4. Diecezja nie posiada dowodów, że o domniemanych czynach karalnych ks. Stanisława R. wiedział były pasterz diecezji bp Wilhelm Pluta. Zarzut ten oparty jest jedynie na domysłach jednej z występujących w filmie osób. Jeśli osoba ta, bądź ktokolwiek inny, posiada informacje wskazujące na zaniedbania bp. Pluty czy innych biskupów diecezjalnych bądź pomocniczych, to zachęcamy do przedstawienia tych informacji diecezjalnemu delegatowi ds. Ochrony Dzieci i Młodzieży.
5. Pan Andrzej skarży się, że instytucje diecezjalne nie informują go z własnej inicjatywy o podejmowanych działaniach i o aktualnym stanie sprawy. Zgodnie z wytycznymi Kongregacji Nauki Wiary osoby zgłaszające przestępstwa wykorzystania seksualnego są informowane o stanie toczącego się postępowania, jeśli wyrażą takie życzenie. Pan Andrzej bardzo często kieruje do przedstawicieli diecezji różnego rodzaju zapytania. Otrzymuje na nie odpowiedzi w zakresie, do którego jest uprawniony. Jeśli zaś chodzi o zarzut, że osoba zgłaszająca nie jest traktowana jako strona toczącego się postępowania, to wynika to z obowiązujących nas norm prawa kanonicznego, a nie lekceważącego traktowania osoby zgłaszającej.
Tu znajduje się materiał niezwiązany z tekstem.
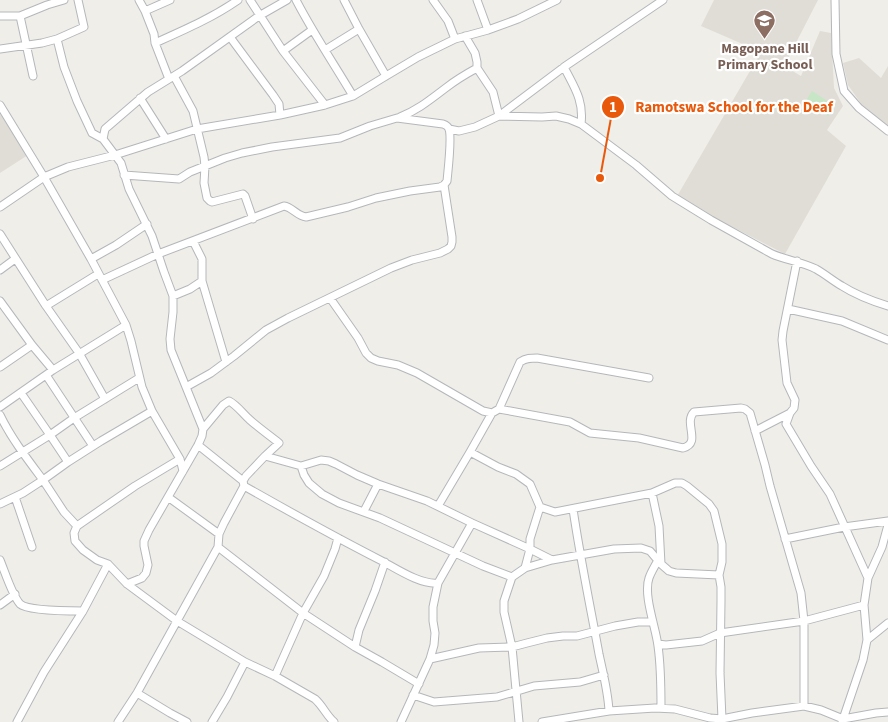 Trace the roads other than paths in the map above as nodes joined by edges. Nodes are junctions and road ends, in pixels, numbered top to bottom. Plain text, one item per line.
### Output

6. Instytucje diecezjalne, w tym również delegat ds. Ochrony Dzieci i Młodzieży, nie mają zadań śledczych. Jeśli do delegata zgłasza się osoba, która twierdzi, że została skrzywdzona przez duchownego, to delegat zawiadamia prokuraturę i proponuje poszkodowanemu wsparcie, w tym opiekę psychologiczną, natomiast biskup diecezjalny przekazuje informację o zgłoszeniu do Kongregacji Nauki Wiary. Obowiązki te zostały spełnione po dokonaniu zgłoszenia przez pana Andrzeja. Delegat, w ramach swoich możliwości, starał się również dotrzeć do innych pokrzywdzonych przez ks. Stanisława R.
7. Zarzut, że ks. Stanisław R. żyje w luksusie, nie powinien być kierowany do diecezji. Duchowny korzysta ze swojego osobistego majątku, którym ma prawo rozporządzać według własnego uznania. Biskup nie posiada żadnej władzy nad dobrami prywatnymi duchownych.
Kościołowi zielonogórsko-gorzowskiemu zależy na wyjaśnieniu sprawy ks. Stanisława R., dlatego apelujemy do wszystkich poszkodowanych o zgłaszanie się do delegata biskupa diecezjalnego ds. Ochrony Dzieci i Młodzieży, którego dane kontaktowe znajdują się na stronie internetowej diecezji. Delegat ten przyjmuje także zgłoszenia dotyczące ewentualnych zaniedbań ze strony przełożonych kościelnych w związku z przestępstwami popełnionymi przez duchownych wobec dzieci i młodzieży. Deklarujemy również w tym zakresie współpracę z dziennikarzami.